In fact, a certain proportion of various intermediates can leave the cycle and enter other important metabolic pathways. For example, ribulose-5-℗ can isomerize to ribose-5-℗ required for the synthesis of nucleic acids. On the other hand, triose-℗ can give a-glycerophosphoric acid (see fig. 4-32) which will be used for the synthesis of lipids.
Even the first compound formed, 3-phosphoglyceric acid, can take another direction: it can be oxidized by the glycolytic pathway followed by the Krebs cycle. Therefore, the output in glucose units cannot be expected to be the theoretical output described above.
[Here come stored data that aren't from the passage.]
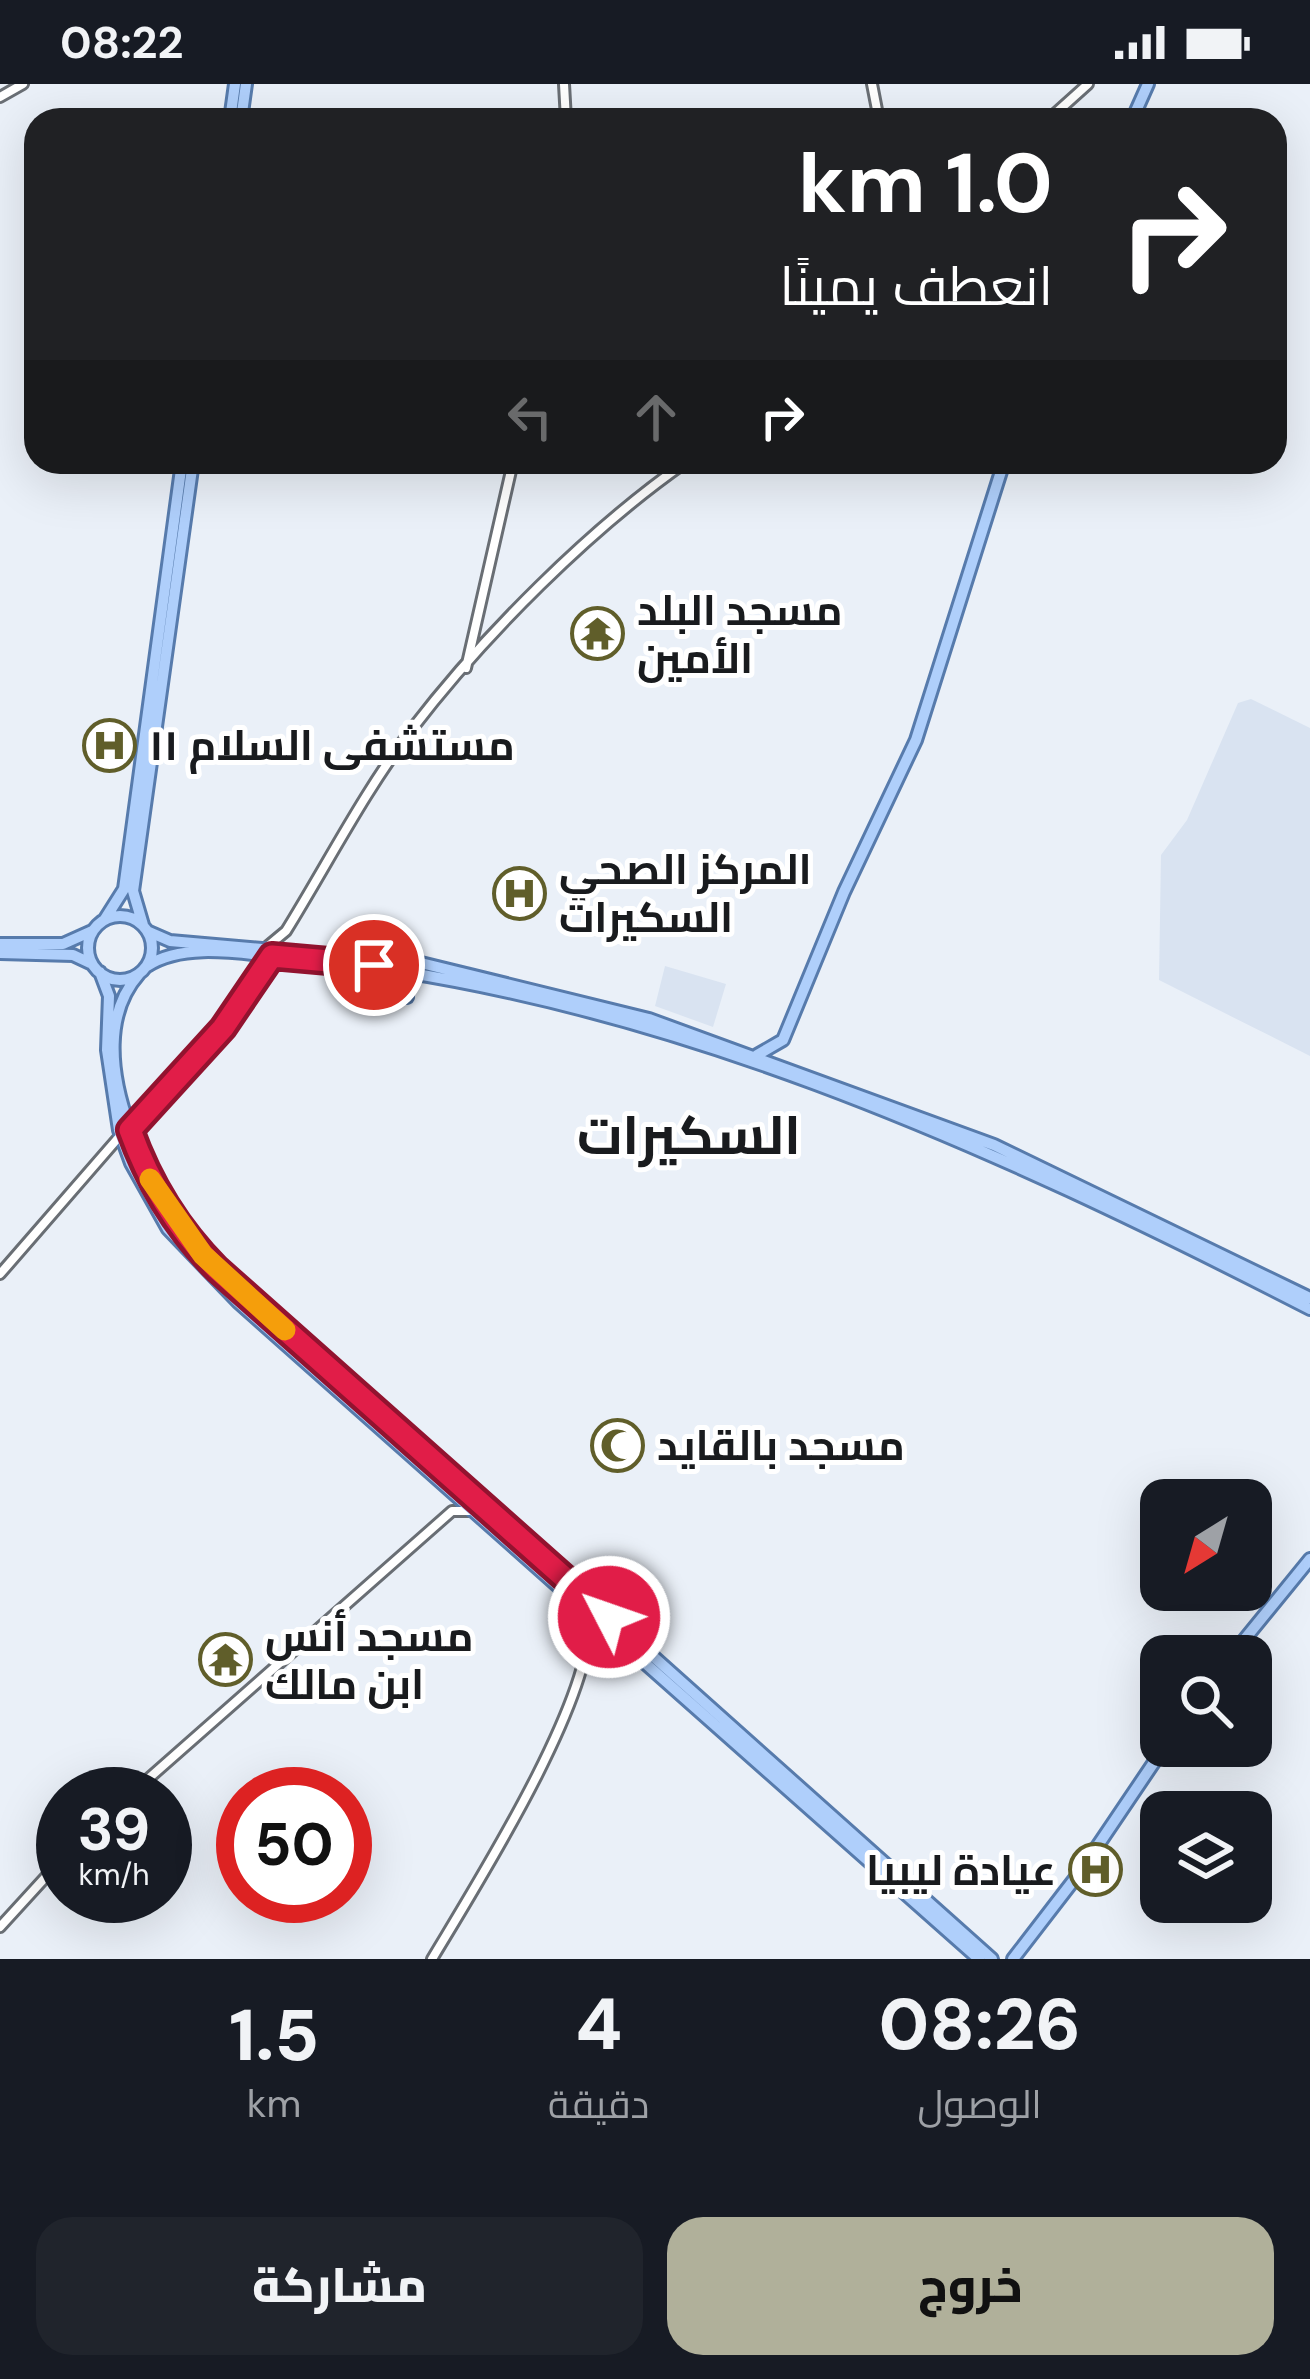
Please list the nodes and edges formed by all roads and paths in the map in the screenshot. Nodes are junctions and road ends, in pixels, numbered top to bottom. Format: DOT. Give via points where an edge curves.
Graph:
graph roads {
  1 [pos="23,84"];
  2 [pos="1088,84"];
  3 [pos="0,97"];
  4 [pos="1061,108"];
  5 [pos="180,474"];
  6 [pos="191,474"];
  7 [pos="510,474"];
  8 [pos="670,474"];
  9 [pos="1000,474"];
  10 [pos="465,669"];
  11 [pos="105,920"];
  12 [pos="145,928"];
  13 [pos="94,929"];
  14 [pos="286,931"];
  15 [pos="0,949"];
  16 [pos="291,949"];
  17 [pos="270,951"];
  18 [pos="97,969"];
  19 [pos="395,969"];
  20 [pos="143,970"];
  21 [pos="427,975"];
  22 [pos="783,1040"];
  23 [pos="748,1054"];
  24 [pos="798,1072"];
  25 [pos="125,1130"];
  26 [pos="993,1148"];
  27 [pos="107,1155"];
  28 [pos="130,1163"];
  29 [pos="0,1274"];
  30 [pos="1308,1296"];
  31 [pos="241,1298"];
  32 [pos="1310,1309"];
  33 [pos="450,1491"];
  34 [pos="452,1511"];
  35 [pos="474,1512"];
  36 [pos="1310,1559"];
  37 [pos="596,1618"];
  38 [pos="1249,1635"];
  39 [pos="162,1767"];
  40 [pos="1151,1767"];
  41 [pos="845,1834"];
  42 [pos="36,1888"];
  43 [pos="0,1927"];
  44 [pos="1012,1958"];
  45 [pos="432,1959"];
  46 [pos="979,1959"];
  47 [pos="993,1959"];
  1 -- 3 [label="street"];
  2 -- 4 [label="street"];
  5 -- 11 [label="main road" via="124,889"];
  6 -- 12 [label="main road" via="133,891"];
  7 -- 10 [label="street"];
  8 -- 10 [label="street" via="596,531"];
  9 -- 22 [label="main road" via="929,708"];
  10 -- 14 [label="street" via="388,763"];
  11 -- 12 [label="main road" via="129,917"];
  11 -- 13 [label="main road"];
  12 -- 17 [label="main road" via="170,941"];
  12 -- 20 [label="main road" via="152,952"];
  13 -- 15 [label="main road" via="63,944"];
  13 -- 18 [label="main road" via="88,944"];
  14 -- 16 [label="street"];
  14 -- 17 [label="street"];
  15 -- 18 [label="main road" via="73,955"];
  16 -- 17 [label="main road"];
  16 -- 23 [label="main road" via="484,976"];
  17 -- 19 [label="main road"];
  17 -- 20 [label="main road" via="182,952"];
  17 -- 25 [label="street" via="223,1028"];
  18 -- 20 [label="main road" via="119,980"];
  18 -- 25 [label="main road" via="109,996 107,1050"];
  19 -- 21 [label="main road"];
  19 -- 21 [label="main road" via="410,992"];
  20 -- 25 [label="main road" via="123,993 118,1023"];
  21 -- 26 [label="main road" via="628,1023"];
  22 -- 23 [label="main road" via="770,1052"];
  22 -- 24 [label="main road" via="783,1057"];
  23 -- 24 [label="main road"];
  24 -- 26 [label="main road"];
  25 -- 27 [label="street"];
  25 -- 28 [label="main road"];
  25 -- 31 [label="main road" via="177,1222"];
  26 -- 30 [label="main road"];
  26 -- 32 [label="main road"];
  27 -- 28 [label="street" via="119,1150"];
  27 -- 29 [label="street"];
  28 -- 31 [label="main road" via="182,1247"];
  31 -- 33 [label="main road"];
  31 -- 37 [label="main road"];
  33 -- 34 [label="street"];
  33 -- 35 [label="main road"];
  34 -- 35 [label="street"];
  34 -- 39 [label="street"];
  35 -- 37 [label="main road"];
  36 -- 38 [label="main road"];
  37 -- 41 [label="main road"];
  37 -- 45 [label="street" via="550,1747"];
  40 -- 44 [label="main road"];
  41 -- 46 [label="main road"];
  41 -- 47 [label="main road"];
  42 -- 43 [label="street"];
}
It must be noted that photosynthesis has a determining effect on the direction of the glycolytic reactions and the cycle of pentose-phosphates: under illumination, thanks to the production of ATP and NADPH in high concentrations, the photosynthetic cycle will permit the reduction of CO2 to hexose-℗; as just mentioned, this cycle uses the series of inter-conversions of the pentose- phosphates cycle in the direction hexoses-℗ → pentoses-℗, i.e. in the direction opposite to that enabling the pentose-phosphates cycle to oxidize glucose with production of CO2; moreover, the photosynthetic cycle follows some glycolytic reactions, but in the reverse direction.
On the contrary, in the dark, ATP and NADPH concentrations will fall (there is no light energy for their synthesis and yet their utilization continues in order to bring about the metabolic reactions requiring energy) so that the plant cells will catabolize glucose to CO2 just like animal cells, i.e. by glycolysis followed by Krebs cycle, or by the pentose-phosphates cycle. This is why, in the dark, contrary to what happens under illumination, plants are found to breathe like animals, absorbing oxygen and eliminating carbon dioxide.